A service is required to build the static consumer ui when necessary

zadigus commented 4 years ago

For the sake of better security, SEO, and performance, the consumer-ui is planned to be deployed as a static asset following JAMStack philosophy. In order to make that happen, we need to build up a service triggering consumer-ui builds and deployments upon relevant database changes.

The flow would be as follows:

change relevant data in database
trigger static website generation
smoke test the generated website
- the site is static so no need to talk to the backend during the tests
- smoke tests need to be very fast, they should just assess whether or not the website is up or not
deploy the generated website to the production environment

In step 3., we probably need to only roughly smoke test without confronting anything to the database. Verifying that the website was hydrated with the correct data was done by the e2e testing before promoting the master branch to production. We only need to ensure that the generated website is up and running, that's it.

zadigus commented 4 years ago

@donnerc do we want to build that service in relation with https://github.com/shopozor/services/issues/42? We will very probably serve static assets by means of minio, it might make sense to make the static website assets available through that service too, right? minio has client sdks for almost any language, so you could make up the website generation service with Go and make it use the minio client sdk for go to publish the assets to the minio service. The minio service would then deploy the website to its Jelastic environment. Or we dedicate a separate service to website generation. Maybe going through the minio service complicates the architecture.

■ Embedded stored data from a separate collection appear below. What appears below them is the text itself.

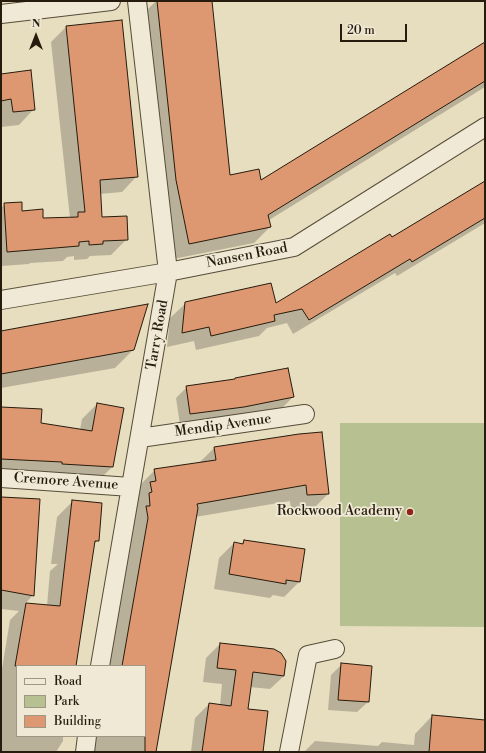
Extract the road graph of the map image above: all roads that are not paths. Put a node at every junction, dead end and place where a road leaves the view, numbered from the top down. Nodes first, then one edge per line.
1 (111, 1) edge
2 (137, 1) edge
3 (1, 14) edge
4 (485, 127) edge
5 (168, 272) junction
6 (1, 300) edge
7 (306, 414) dead end
8 (140, 438) junction
9 (1, 478) edge
10 (131, 487) junction
11 (335, 649) dead end
12 (100, 665) edge
13 (87, 737) edge
14 (85, 752) edge
15 (289, 752) edge

1 - 3 street
2 - 5 street, Tarry Road
4 - 5 street, Nansen Road
5 - 6 street, Nansen Road
5 - 8 street, Tarry Road
7 - 8 street, Mendip Avenue
8 - 10 street, Tarry Road
9 - 10 street, Cremore Avenue
10 - 12 street, Tarry Road
11 - 15 street
13 - 14 street

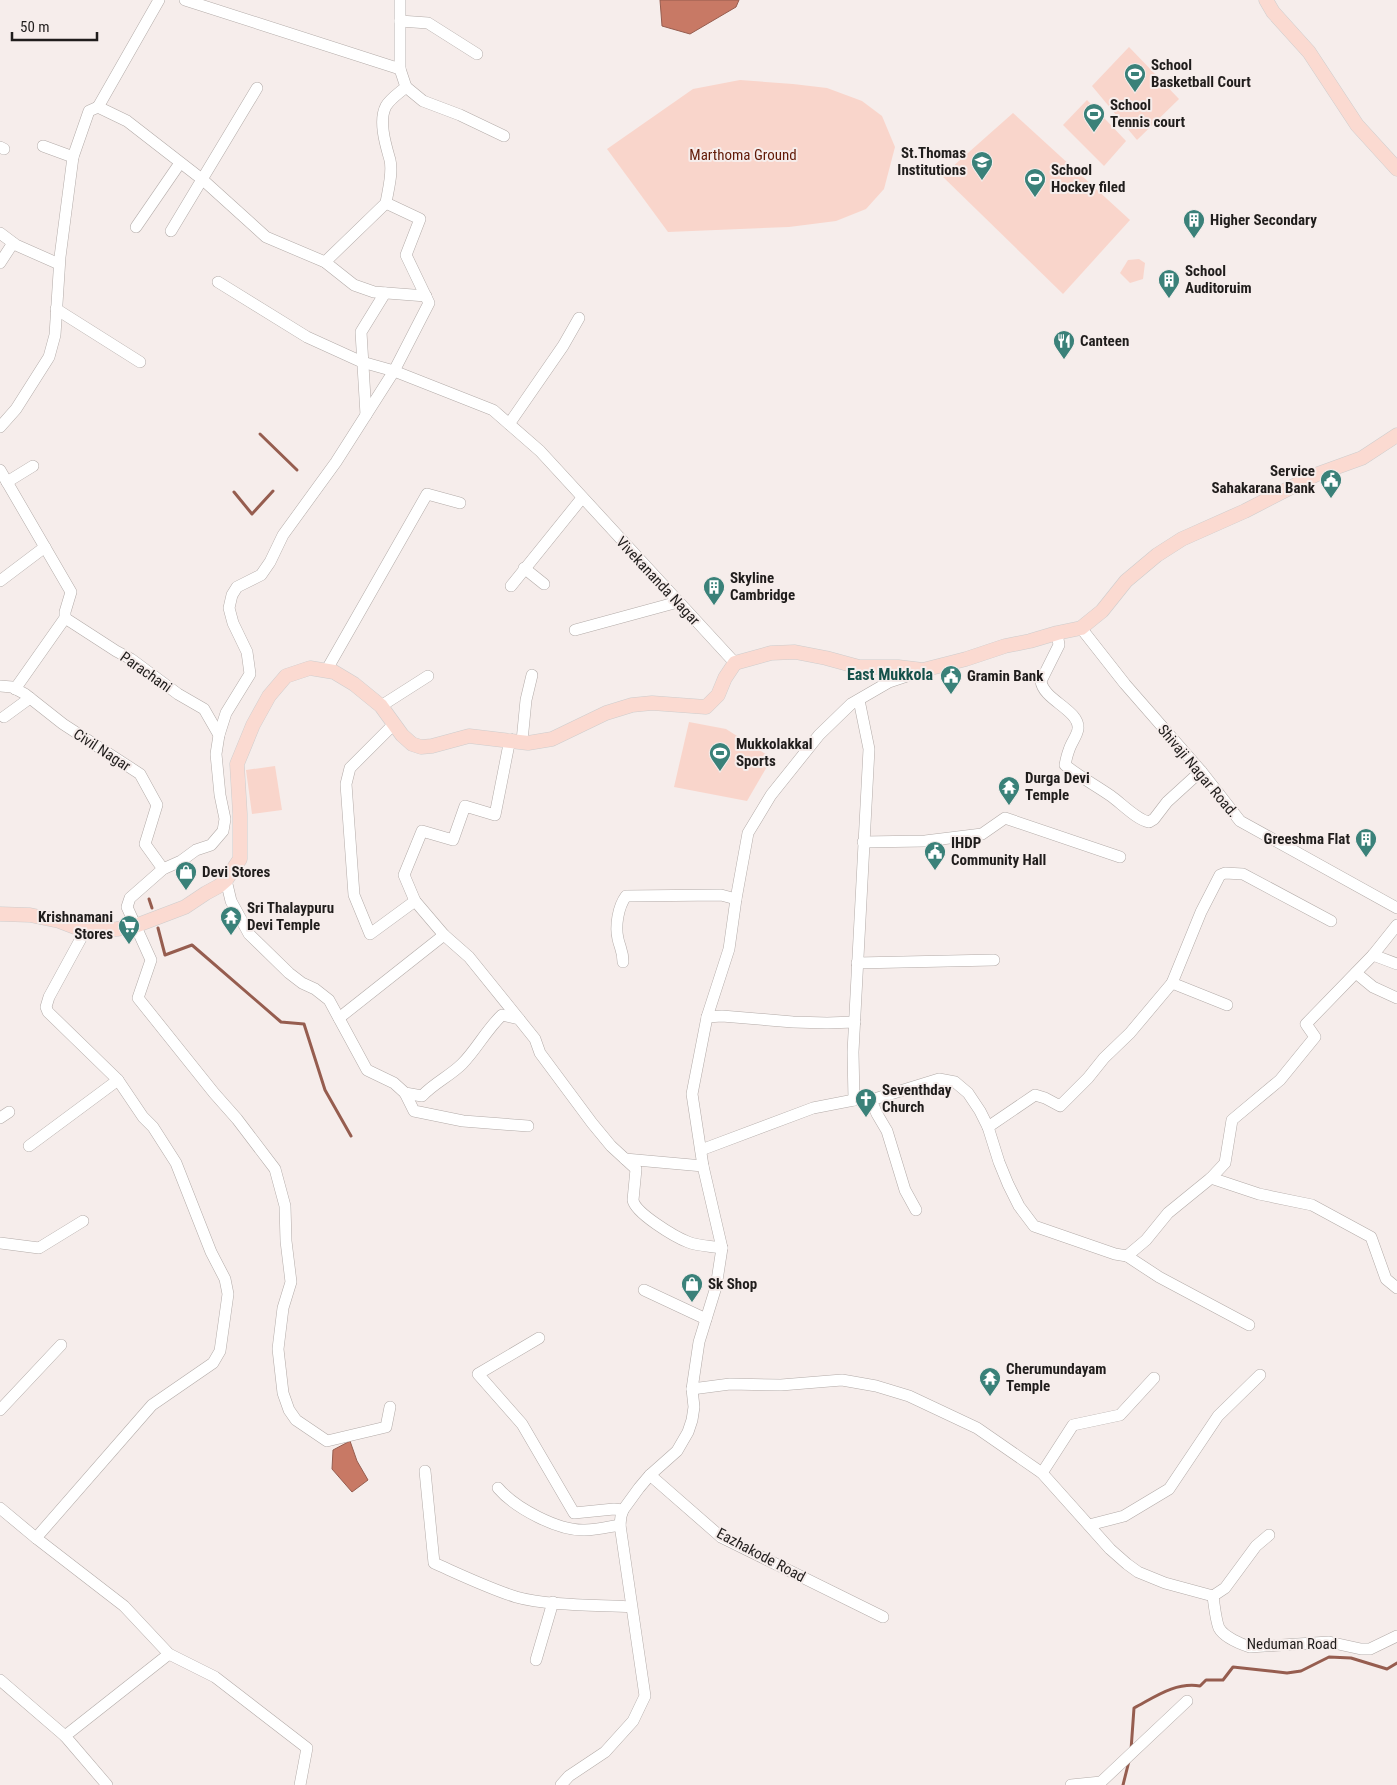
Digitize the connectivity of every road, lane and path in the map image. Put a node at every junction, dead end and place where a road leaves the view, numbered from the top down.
1 (159, 0) edge
2 (185, 0) edge
3 (400, 0) edge
4 (1266, 0) edge
5 (400, 21) junction
6 (477, 54) dead end
7 (400, 69) junction
8 (406, 87) junction
9 (257, 88) dead end
10 (98, 107) junction
11 (504, 136) dead end
12 (43, 146) dead end
13 (73, 157) junction
14 (180, 163) junction
15 (1397, 169) edge
16 (203, 180) junction
17 (386, 203) junction
18 (136, 227) dead end
19 (172, 231) dead end
20 (0, 233) edge
21 (13, 243) junction
22 (325, 262) junction
23 (0, 263) edge
24 (59, 264) junction
25 (218, 282) dead end
26 (385, 293) junction
27 (426, 296) junction
28 (56, 308) junction
29 (579, 318) dead end
30 (140, 362) dead end
31 (362, 362) junction
32 (394, 371) junction
33 (366, 415) junction
34 (509, 424) junction
35 (0, 427) edge
36 (1397, 435) edge
37 (33, 466) dead end
38 (0, 470) edge
39 (7, 482) junction
40 (582, 498) junction
41 (460, 504) dead end
42 (45, 547) junction
43 (524, 568) junction
44 (0, 581) edge
45 (544, 584) dead end
46 (511, 586) dead end
47 (678, 602) junction
48 (65, 618) junction
49 (1081, 628) junction
50 (575, 630) dead end
51 (1057, 633) junction
52 (735, 663) junction
53 (923, 670) junction
54 (326, 671) junction
55 (532, 675) dead end
56 (428, 676) dead end
57 (0, 686) edge
58 (15, 689) junction
59 (30, 698) junction
60 (859, 700) junction
61 (381, 706) junction
62 (4, 717) dead end
63 (393, 725) junction
64 (219, 735) junction
65 (516, 741) junction
66 (1201, 771) junction
67 (863, 842) junction
68 (1120, 857) dead end
69 (163, 869) junction
70 (226, 880) junction
71 (736, 899) junction
72 (414, 901) junction
73 (1397, 908) edge
74 (0, 914) edge
75 (1331, 921) dead end
76 (135, 926) junction
77 (1395, 929) edge
78 (85, 932) junction
79 (444, 935) junction
80 (1373, 955) junction
81 (994, 960) dead end
82 (623, 962) dead end
83 (857, 963) junction
84 (1397, 964) edge
85 (1356, 974) junction
86 (1172, 982) junction
87 (1397, 998) edge
88 (1228, 1005) dead end
89 (708, 1017) junction
90 (339, 1018) junction
91 (519, 1018) junction
92 (855, 1022) junction
93 (118, 1080) junction
94 (405, 1093) junction
95 (854, 1100) junction
96 (871, 1100) junction
97 (528, 1126) dead end
98 (988, 1127) junction
99 (30, 1146) dead end
100 (701, 1150) junction
101 (625, 1159) junction
102 (703, 1166) junction
103 (1211, 1178) junction
104 (916, 1210) dead end
105 (83, 1221) dead end
106 (0, 1243) edge
107 (722, 1248) junction
108 (1127, 1256) junction
109 (1397, 1288) edge
110 (644, 1290) dead end
111 (706, 1319) junction
112 (1249, 1325) dead end
113 (539, 1338) dead end
114 (61, 1345) dead end
115 (1260, 1375) dead end
116 (1154, 1378) dead end
117 (692, 1389) junction
118 (390, 1407) dead end
119 (0, 1410) edge
120 (425, 1471) dead end
121 (1042, 1473) junction
122 (650, 1475) junction
123 (498, 1488) dead end
124 (0, 1508) edge
125 (624, 1510) junction
126 (1089, 1524) junction
127 (620, 1525) junction
128 (1269, 1535) dead end
129 (36, 1538) junction
130 (1213, 1596) junction
131 (553, 1602) junction
132 (631, 1607) junction
133 (883, 1617) dead end
134 (1397, 1636) edge
135 (168, 1654) junction
136 (536, 1660) dead end
137 (0, 1680) edge
138 (1187, 1701) dead end
139 (65, 1736) junction
140 (1102, 1784) edge
141 (108, 1785) edge
142 (300, 1785) edge
143 (561, 1785) edge
144 (1071, 1785) edge

1 - 10 street
2 - 7 street
3 - 5 street
4 - 15 main road
5 - 6 street
5 - 7 street
7 - 8 street
8 - 11 street
8 - 17 street
9 - 16 street
10 - 13 street
10 - 14 street
12 - 13 street
13 - 24 street
14 - 16 street
14 - 18 street
16 - 19 street
16 - 22 street
17 - 22 street
17 - 27 street
20 - 21 street
21 - 23 street
21 - 24 street
22 - 26 street
24 - 28 street
25 - 31 street, Vivekananda Nagar
26 - 27 street
26 - 31 street
27 - 32 street
28 - 30 street
28 - 35 street
29 - 34 street
31 - 32 street, Vivekananda Nagar
31 - 33 street
32 - 33 street
32 - 34 street, Vivekananda Nagar
33 - 64 street
34 - 40 street, Vivekananda Nagar
36 - 49 main road
37 - 39 street
38 - 39 street
39 - 42 street
40 - 43 street
40 - 47 street, Vivekananda Nagar
41 - 54 street
42 - 44 street
42 - 48 street
43 - 45 street
43 - 46 street
47 - 50 street
47 - 52 street, Vivekananda Nagar
48 - 58 street
48 - 64 street, Parachani
49 - 51 main road
49 - 66 street, Shivaji Nagar Road.
51 - 53 main road
51 - 66 street
52 - 53 main road
52 - 65 main road
53 - 60 street
54 - 61 main road
54 - 70 main road
55 - 65 street
56 - 61 street
57 - 58 street, Civil Nagar
58 - 59 street, Civil Nagar
59 - 62 street
59 - 69 street, Civil Nagar
60 - 67 street
60 - 71 street
61 - 63 main road
63 - 65 main road
63 - 72 street
64 - 69 street
65 - 72 street
66 - 73 street, Shivaji Nagar Road.
67 - 68 street
67 - 83 street
69 - 76 street
70 - 76 main road
70 - 90 street
71 - 82 street
71 - 89 street
72 - 79 street
74 - 78 main road
75 - 86 street
76 - 78 main road
76 - 118 street
77 - 80 street
78 - 93 street
79 - 90 street
79 - 91 street
80 - 84 street
80 - 85 street
81 - 83 street
83 - 92 street
85 - 87 street
85 - 103 street
86 - 88 street
86 - 98 street
89 - 92 street
89 - 100 street
90 - 94 street
91 - 94 street
91 - 101 street
92 - 95 street
93 - 99 street
93 - 129 street
94 - 97 street
95 - 96 street
95 - 100 street
96 - 98 street
96 - 104 street
98 - 108 street
100 - 102 street
101 - 102 street
101 - 107 street
102 - 107 street
103 - 108 street
103 - 109 street
105 - 106 street
107 - 111 street
108 - 112 street
110 - 111 street
111 - 117 street
113 - 125 street
114 - 119 street
115 - 126 street
116 - 121 street
117 - 121 street
117 - 122 street
120 - 131 street
121 - 126 street
122 - 125 street
122 - 133 street, Eazhakode Road
123 - 127 street
124 - 129 street
125 - 127 street
126 - 130 street
127 - 132 street
128 - 130 street
129 - 135 street
130 - 134 street, Neduman Road
131 - 132 street
131 - 136 street
132 - 143 street
135 - 139 street
135 - 142 street
137 - 139 street
138 - 140 street
139 - 141 street
140 - 144 street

zadigus commented 4 years ago

@donnerc still no input here. How do you want to proceed? Do you want to

let the minio service deal with the static html assets?
make up a flow where the static site generation service would push the html to a git which would then trigger the build of a docker image which would then trigger a deployment on our system (which could then be first validated on a staging environment and then deployed to production)? we can probably put up any flow here; the important thing is that such a flow would enable easy rollback in case of disastrous build (which should in fact almost never happen)
create a persistent volume that'd be shared by the static site generation service and the consumer ui ?
something else ?

zadigus commented 4 years ago

Maybe we can use this package to generate the static site more efficiently.

zadigus commented 4 years ago

As I got no feedback from @donnerc, here's the way we will proceed:

in our dev environment, we create a PVC that is used by both the site generator service and the consumer-ui frontend
in both the staging and production environments
1. the site generator generates a new static site
2. the site generator pushes the static site to git
3. a service git-syncs and smoke tests the newly generated site
4. upon successful smoke tests, the generated site is actually deployed; there we probably just push to some branch of the generated website git repo; when some branch is updated, then the staging or production environments are deployed with the newly generated website.

Details will come up while we develop the service. I'm not sure yet how to organize the necessary webhooks.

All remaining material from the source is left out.